__Stored items__:
**********

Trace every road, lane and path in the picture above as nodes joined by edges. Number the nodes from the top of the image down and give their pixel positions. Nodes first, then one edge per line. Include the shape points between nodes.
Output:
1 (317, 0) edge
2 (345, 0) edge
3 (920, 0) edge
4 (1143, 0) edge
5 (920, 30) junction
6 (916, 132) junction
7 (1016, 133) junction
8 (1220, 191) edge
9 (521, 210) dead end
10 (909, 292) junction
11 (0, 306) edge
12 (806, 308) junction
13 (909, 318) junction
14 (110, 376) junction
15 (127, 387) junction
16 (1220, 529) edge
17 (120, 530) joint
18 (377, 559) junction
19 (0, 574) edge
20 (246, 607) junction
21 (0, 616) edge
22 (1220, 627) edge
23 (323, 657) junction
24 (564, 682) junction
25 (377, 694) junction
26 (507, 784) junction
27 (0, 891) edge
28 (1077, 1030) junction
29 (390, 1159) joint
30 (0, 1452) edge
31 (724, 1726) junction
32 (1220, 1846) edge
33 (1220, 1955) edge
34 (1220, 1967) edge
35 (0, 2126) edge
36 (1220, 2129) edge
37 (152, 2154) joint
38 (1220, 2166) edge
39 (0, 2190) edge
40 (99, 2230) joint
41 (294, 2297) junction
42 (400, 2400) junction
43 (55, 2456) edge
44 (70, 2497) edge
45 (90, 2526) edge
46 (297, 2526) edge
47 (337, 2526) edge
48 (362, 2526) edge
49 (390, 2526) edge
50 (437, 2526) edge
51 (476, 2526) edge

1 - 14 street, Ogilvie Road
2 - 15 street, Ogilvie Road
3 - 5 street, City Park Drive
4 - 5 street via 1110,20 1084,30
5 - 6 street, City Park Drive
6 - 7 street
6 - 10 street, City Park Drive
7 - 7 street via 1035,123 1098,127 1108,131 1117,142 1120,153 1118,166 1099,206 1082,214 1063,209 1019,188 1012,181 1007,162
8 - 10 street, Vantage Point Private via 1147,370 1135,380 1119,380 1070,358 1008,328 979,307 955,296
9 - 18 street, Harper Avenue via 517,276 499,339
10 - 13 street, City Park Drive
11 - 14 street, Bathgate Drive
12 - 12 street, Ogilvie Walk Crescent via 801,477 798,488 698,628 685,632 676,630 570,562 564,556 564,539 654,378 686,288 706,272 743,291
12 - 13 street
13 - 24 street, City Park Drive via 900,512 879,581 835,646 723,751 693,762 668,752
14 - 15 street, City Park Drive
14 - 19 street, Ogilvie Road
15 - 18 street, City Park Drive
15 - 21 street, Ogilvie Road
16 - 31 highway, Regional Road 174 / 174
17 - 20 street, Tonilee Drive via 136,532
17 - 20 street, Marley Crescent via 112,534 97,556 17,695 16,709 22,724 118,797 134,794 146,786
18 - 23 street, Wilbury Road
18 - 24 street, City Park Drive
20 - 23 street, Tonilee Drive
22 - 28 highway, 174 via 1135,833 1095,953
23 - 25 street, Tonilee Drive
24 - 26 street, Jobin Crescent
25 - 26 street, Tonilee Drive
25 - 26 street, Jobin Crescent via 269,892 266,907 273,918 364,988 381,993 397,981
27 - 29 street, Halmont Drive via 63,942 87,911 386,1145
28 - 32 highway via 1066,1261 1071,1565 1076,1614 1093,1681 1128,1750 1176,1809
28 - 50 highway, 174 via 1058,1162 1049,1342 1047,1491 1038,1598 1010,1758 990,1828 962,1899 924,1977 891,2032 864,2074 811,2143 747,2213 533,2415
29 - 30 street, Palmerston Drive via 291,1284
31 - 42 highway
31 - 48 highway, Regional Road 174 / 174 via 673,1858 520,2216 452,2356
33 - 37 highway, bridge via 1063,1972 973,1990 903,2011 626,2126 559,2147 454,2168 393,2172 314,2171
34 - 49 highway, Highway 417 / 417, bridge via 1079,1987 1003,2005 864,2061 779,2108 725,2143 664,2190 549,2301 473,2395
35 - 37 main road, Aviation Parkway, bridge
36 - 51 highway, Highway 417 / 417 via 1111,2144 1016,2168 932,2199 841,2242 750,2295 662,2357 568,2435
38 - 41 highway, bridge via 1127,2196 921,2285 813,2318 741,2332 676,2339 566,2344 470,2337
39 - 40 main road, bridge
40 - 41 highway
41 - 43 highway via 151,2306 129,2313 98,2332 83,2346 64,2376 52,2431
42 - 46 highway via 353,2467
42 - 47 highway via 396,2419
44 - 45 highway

**********

__Instructions for the task__:
Among the lines above, return those that contain the string "Crescent".

__Solution for this task__:
12 - 12 street, Ogilvie Walk Crescent via 801,477 798,488 698,628 685,632 676,630 570,562 564,556 564,539 654,378 686,288 706,272 743,291
17 - 20 street, Marley Crescent via 112,534 97,556 17,695 16,709 22,724 118,797 134,794 146,786
24 - 26 street, Jobin Crescent
25 - 26 street, Jobin Crescent via 269,892 266,907 273,918 364,988 381,993 397,981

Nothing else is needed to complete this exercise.